Lief Director on Pitching her Feature at Cannes Film Festival
We caught up with Leonora Lonsdale to find out how she got selected for Cannes' inaugural Breaking Through the Lens initiative, which spotlights emerging female talent.
As Cannes flooded with startlets yesterday for the launch of the much anticipated Film Festival, shots spoke to Lief director Leonora Lonsdale who is also attending the event thanks to an opportunity to pitch a feature idea.
This year's debut Breaking Through the Lens initiative, created by Seek Films' Daphne Schmon, selected 15 women directors and asked them to pitch their ideas ahead of financiers and executives, keen to invest in and celebrate female talent.
Lonsdale reveals her excitement of being involved in the project and shares her plans to transform her short Beast into a feature.
Congratulations Leonora on being selected as one of 15 female filmmakers to join Cannes 2018! What an honour! Tell me, how did this opportunity come up?
Thank you! Yes I’m thrilled to join Cannes and its Breaking Through the Lens initiative this year. The opportunity came through the wonderful Cinesisters, a collective of female film directors, as my short Beast, backed by Creative England and the BFI, is touring festivals this year. The response has been fantastic.
Your feature idea is inspired by your short, Beast. Did you always know that you wanted to transform this film into a longer form?
Yes, definitely. The concept was a little out there. A gothic fairytale blended with an intimate family drama; Pan’s Labyrinth meets Kramer Vs Kramer. So we felt we needed to go out and make the short as a kind of proof of concept. We wanted to show the tone and style, and the magical realist elements that we’ll expand upon with the feature.
Trailer for Beast.
Where did the inspiration for Beast come from?
My husband (and co-writer) and I have always been huge fans of Angela Carter and her gothic fairytales, in which she re-imagines classic stories from a feminist perspective. We wanted to take on the idea of the effect of divorce on various generations within one family, without getting too heavy. The idea of using the prism of a gothic fairytale suddenly opened everything up and allowed me to explore that topic in a cinematic and original way.
How did you get Billie Piper involved in the project and will she also star in the feature?
Our fantastic casting director, Clare Harlow, sent her the script and she responded really positively. Billie is a phenomenal talent, so powerful and soulful on screen and working with her was incredible. Yes, I’d love to work with her on the feature!
Still from Beast.
You’ve worked on several commercials, documentaries and shorts. Which of all these formats do you prefer and why?

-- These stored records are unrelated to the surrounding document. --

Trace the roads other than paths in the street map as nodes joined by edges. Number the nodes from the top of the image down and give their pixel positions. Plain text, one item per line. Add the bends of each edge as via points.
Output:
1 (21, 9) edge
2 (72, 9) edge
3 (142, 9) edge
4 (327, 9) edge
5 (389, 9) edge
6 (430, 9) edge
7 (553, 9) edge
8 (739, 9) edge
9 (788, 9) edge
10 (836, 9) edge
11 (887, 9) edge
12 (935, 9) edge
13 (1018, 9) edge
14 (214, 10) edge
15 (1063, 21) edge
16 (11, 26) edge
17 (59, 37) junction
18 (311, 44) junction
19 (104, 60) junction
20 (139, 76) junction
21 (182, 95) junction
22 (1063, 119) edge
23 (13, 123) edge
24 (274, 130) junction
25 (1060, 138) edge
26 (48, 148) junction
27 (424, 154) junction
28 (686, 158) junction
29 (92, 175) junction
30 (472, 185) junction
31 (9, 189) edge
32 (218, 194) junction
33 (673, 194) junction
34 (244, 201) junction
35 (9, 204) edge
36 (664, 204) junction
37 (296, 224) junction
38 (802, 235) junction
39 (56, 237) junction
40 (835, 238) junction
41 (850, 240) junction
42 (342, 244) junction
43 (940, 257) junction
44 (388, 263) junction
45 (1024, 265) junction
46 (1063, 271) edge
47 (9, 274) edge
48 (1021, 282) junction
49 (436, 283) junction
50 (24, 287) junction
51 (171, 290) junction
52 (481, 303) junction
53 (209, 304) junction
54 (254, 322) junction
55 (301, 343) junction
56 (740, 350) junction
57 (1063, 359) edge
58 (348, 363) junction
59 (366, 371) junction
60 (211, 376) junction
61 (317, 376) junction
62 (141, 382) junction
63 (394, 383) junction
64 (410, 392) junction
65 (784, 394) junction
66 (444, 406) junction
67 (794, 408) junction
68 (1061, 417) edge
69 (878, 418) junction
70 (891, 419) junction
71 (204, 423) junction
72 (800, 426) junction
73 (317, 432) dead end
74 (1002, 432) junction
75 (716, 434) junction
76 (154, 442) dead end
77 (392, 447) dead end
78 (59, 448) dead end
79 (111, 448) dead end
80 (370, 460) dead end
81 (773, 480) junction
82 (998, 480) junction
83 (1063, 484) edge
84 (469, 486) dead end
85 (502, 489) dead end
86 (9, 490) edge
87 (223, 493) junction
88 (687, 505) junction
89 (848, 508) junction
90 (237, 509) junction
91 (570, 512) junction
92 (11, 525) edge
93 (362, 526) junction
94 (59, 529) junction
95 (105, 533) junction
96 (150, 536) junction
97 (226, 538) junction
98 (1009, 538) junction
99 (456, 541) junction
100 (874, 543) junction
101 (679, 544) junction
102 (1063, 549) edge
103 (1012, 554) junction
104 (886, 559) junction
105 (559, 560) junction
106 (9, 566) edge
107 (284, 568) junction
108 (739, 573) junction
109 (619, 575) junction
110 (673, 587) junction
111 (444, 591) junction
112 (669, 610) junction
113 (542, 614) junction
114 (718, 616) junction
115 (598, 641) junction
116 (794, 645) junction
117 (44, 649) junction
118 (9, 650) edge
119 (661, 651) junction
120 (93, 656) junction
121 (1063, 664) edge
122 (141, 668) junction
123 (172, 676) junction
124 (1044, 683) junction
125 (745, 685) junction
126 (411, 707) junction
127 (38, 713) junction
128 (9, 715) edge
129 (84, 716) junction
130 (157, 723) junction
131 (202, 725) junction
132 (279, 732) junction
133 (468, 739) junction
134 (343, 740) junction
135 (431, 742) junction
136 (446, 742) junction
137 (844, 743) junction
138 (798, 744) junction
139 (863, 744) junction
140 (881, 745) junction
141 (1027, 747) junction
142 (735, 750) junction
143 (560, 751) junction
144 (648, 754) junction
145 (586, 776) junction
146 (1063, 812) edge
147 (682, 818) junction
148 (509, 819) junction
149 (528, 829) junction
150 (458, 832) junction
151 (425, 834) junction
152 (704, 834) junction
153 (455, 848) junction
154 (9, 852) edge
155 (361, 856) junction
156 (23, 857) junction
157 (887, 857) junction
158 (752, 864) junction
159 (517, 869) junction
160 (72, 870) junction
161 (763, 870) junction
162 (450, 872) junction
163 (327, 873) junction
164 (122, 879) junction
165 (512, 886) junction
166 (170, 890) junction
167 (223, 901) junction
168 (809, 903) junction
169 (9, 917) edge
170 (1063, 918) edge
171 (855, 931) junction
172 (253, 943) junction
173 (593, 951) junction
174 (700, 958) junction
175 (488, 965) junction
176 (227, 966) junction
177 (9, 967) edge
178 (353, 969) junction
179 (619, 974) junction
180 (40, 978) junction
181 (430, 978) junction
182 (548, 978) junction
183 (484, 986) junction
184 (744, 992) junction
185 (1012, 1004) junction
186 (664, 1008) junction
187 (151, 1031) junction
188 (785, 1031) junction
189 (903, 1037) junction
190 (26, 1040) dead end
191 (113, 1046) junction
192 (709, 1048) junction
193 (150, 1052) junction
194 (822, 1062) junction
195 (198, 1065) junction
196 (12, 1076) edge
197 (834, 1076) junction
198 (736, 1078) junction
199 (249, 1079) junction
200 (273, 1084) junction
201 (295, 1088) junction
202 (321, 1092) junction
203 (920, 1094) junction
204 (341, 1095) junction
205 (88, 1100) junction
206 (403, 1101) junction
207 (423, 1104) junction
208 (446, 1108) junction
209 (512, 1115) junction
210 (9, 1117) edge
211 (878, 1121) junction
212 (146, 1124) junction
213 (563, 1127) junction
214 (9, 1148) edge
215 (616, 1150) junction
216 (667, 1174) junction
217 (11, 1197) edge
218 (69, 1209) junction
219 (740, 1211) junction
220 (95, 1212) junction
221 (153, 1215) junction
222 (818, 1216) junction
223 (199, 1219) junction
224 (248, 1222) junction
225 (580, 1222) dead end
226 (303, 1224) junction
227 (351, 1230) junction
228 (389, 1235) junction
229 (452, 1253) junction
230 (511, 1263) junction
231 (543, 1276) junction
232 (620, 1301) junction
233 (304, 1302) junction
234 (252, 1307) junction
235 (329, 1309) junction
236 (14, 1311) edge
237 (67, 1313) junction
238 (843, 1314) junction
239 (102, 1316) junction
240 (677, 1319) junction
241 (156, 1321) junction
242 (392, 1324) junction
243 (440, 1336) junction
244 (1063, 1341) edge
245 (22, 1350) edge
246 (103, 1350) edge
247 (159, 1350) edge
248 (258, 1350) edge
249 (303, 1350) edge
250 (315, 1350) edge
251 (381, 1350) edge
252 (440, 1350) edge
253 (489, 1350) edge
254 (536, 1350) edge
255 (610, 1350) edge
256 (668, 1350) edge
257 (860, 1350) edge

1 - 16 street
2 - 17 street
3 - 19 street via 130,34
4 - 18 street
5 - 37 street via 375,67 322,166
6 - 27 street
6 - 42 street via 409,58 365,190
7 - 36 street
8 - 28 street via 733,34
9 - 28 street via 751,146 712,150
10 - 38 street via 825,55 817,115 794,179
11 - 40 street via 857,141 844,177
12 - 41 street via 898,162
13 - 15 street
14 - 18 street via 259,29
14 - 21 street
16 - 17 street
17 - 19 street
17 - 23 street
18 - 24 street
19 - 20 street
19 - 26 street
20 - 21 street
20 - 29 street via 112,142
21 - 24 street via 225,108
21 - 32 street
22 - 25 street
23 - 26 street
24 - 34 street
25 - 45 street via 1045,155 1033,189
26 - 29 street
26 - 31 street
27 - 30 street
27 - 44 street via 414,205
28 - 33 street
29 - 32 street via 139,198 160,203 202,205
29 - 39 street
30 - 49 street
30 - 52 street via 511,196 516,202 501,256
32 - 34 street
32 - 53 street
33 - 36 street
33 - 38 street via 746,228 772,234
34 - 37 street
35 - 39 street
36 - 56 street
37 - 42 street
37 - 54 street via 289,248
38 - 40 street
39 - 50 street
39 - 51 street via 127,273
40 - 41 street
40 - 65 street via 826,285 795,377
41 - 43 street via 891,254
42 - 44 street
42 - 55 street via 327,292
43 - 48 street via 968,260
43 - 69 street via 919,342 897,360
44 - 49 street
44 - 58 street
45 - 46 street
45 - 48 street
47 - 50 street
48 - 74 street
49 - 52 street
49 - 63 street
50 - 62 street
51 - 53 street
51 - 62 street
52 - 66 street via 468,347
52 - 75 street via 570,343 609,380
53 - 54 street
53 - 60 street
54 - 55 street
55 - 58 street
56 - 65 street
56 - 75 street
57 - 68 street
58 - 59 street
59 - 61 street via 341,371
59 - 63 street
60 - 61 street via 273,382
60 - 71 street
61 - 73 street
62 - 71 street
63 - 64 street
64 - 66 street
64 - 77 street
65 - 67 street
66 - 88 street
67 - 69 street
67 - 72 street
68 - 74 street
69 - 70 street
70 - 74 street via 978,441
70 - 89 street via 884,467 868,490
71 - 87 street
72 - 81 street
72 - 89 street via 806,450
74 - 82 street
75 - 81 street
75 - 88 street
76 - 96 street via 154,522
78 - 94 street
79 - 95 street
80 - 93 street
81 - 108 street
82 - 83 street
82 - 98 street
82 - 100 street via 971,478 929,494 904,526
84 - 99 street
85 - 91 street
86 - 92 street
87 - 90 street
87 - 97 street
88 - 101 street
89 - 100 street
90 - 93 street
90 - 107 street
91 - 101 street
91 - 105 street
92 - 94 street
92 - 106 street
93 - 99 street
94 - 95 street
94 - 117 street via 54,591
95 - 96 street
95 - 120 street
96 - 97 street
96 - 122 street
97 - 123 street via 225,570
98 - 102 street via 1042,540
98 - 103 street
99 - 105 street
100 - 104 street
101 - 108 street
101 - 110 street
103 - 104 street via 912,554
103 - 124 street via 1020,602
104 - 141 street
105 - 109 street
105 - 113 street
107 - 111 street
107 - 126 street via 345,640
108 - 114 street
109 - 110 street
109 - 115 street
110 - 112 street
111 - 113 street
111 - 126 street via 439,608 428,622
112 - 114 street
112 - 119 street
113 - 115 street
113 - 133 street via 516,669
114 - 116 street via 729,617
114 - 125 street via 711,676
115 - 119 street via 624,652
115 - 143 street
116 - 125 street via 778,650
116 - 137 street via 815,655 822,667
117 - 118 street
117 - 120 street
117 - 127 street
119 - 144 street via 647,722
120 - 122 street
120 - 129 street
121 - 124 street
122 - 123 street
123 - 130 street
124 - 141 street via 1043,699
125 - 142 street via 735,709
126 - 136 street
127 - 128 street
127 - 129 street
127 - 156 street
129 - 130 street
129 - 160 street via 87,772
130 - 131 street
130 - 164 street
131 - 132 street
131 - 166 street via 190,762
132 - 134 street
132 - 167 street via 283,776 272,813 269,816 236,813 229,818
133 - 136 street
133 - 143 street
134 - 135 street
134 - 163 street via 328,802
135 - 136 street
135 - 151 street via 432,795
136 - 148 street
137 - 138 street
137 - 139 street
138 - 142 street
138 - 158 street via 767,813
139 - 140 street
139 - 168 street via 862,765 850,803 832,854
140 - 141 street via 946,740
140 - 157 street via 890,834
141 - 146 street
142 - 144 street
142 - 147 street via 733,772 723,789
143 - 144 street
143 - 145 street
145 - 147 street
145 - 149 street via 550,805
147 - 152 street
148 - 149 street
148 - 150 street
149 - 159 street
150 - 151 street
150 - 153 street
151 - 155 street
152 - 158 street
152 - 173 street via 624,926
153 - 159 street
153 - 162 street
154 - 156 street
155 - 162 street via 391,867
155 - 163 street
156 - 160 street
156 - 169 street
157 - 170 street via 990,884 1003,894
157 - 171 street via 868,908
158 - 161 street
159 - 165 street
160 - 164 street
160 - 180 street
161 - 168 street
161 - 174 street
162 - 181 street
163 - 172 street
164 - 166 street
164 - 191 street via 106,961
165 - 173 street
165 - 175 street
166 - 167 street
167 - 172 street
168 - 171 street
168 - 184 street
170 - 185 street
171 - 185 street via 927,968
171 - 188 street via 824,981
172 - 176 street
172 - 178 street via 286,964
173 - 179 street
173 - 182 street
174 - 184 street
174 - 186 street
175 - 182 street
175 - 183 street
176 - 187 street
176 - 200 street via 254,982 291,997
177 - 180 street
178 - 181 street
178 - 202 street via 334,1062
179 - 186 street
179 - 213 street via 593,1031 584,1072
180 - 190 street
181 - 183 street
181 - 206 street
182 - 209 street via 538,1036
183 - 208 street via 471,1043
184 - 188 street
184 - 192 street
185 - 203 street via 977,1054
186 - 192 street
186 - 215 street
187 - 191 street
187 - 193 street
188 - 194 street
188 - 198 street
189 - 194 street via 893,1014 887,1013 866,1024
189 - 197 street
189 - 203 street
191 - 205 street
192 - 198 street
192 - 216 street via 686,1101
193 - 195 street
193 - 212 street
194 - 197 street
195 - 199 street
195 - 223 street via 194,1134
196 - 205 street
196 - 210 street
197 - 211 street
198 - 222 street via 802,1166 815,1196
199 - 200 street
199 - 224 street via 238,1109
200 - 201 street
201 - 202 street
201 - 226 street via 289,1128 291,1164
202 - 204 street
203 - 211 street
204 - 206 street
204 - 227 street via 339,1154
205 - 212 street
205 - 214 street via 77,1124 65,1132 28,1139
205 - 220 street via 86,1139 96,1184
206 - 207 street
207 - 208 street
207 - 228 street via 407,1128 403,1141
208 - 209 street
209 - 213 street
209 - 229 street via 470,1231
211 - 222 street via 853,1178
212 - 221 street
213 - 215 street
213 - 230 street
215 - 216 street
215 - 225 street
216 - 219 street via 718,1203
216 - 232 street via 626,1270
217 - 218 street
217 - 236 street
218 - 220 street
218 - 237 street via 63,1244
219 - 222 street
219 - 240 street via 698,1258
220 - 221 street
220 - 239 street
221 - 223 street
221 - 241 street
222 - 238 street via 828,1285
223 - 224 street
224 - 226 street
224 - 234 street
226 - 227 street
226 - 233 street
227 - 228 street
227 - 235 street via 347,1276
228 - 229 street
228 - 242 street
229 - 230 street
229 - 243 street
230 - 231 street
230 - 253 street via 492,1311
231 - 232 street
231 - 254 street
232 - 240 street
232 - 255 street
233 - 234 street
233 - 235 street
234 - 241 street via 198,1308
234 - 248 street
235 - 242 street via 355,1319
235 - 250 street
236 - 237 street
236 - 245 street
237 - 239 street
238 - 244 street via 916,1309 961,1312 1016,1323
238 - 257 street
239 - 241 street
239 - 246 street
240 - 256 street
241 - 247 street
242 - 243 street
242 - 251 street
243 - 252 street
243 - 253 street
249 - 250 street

I’m definitely drawn to projects where I get the opportunity to sink my teeth into a strong story and work with actors and/or great characters. I think those are my strengths as a filmmaker - and I’ve been lucky enough to find those opportunities in different formats. It’s all story-telling after all. I suppose what’s exciting is that the short films (and Beast in particular) allow me to showcase who I am as a filmmaker. It’s very, very personal. With commercials, they've had a long journey before they even reached me so in that sense, they are the brainchild of many people. It’s more about what can I add to the script and how can I make the work stand out. I am so grateful for that opportunity. Ultimately, all the work I do informs each piece and keeps me fresh as a storyteller.
Obviously the Breaking Through the Lens initiative has only just launched this year to spotlight creative female talent. Why do you think it is so important these sort of initiatives exist?
All the time you hear people saying they of course want to work with a female director but they just don’t know where to find them. Initiatives like this and Free The Bid put us right under your noses - one less excuse for the industry not to hire us because we aren’t visible. It’s also coming at a great time when there’s so much heat on the subject of women in film. And, as this industry is hellishly competitive, having the opportunity to put your project before financiers ready and willing to engage gives us exactly what we’re after; the chance to work.
A still from A Girl Who Reads... Can Dream for National Literacy Trust.
Actress Mia Frye is moderating the films; how excited are you to meet her?
Very! What a cool woman. I can't wait.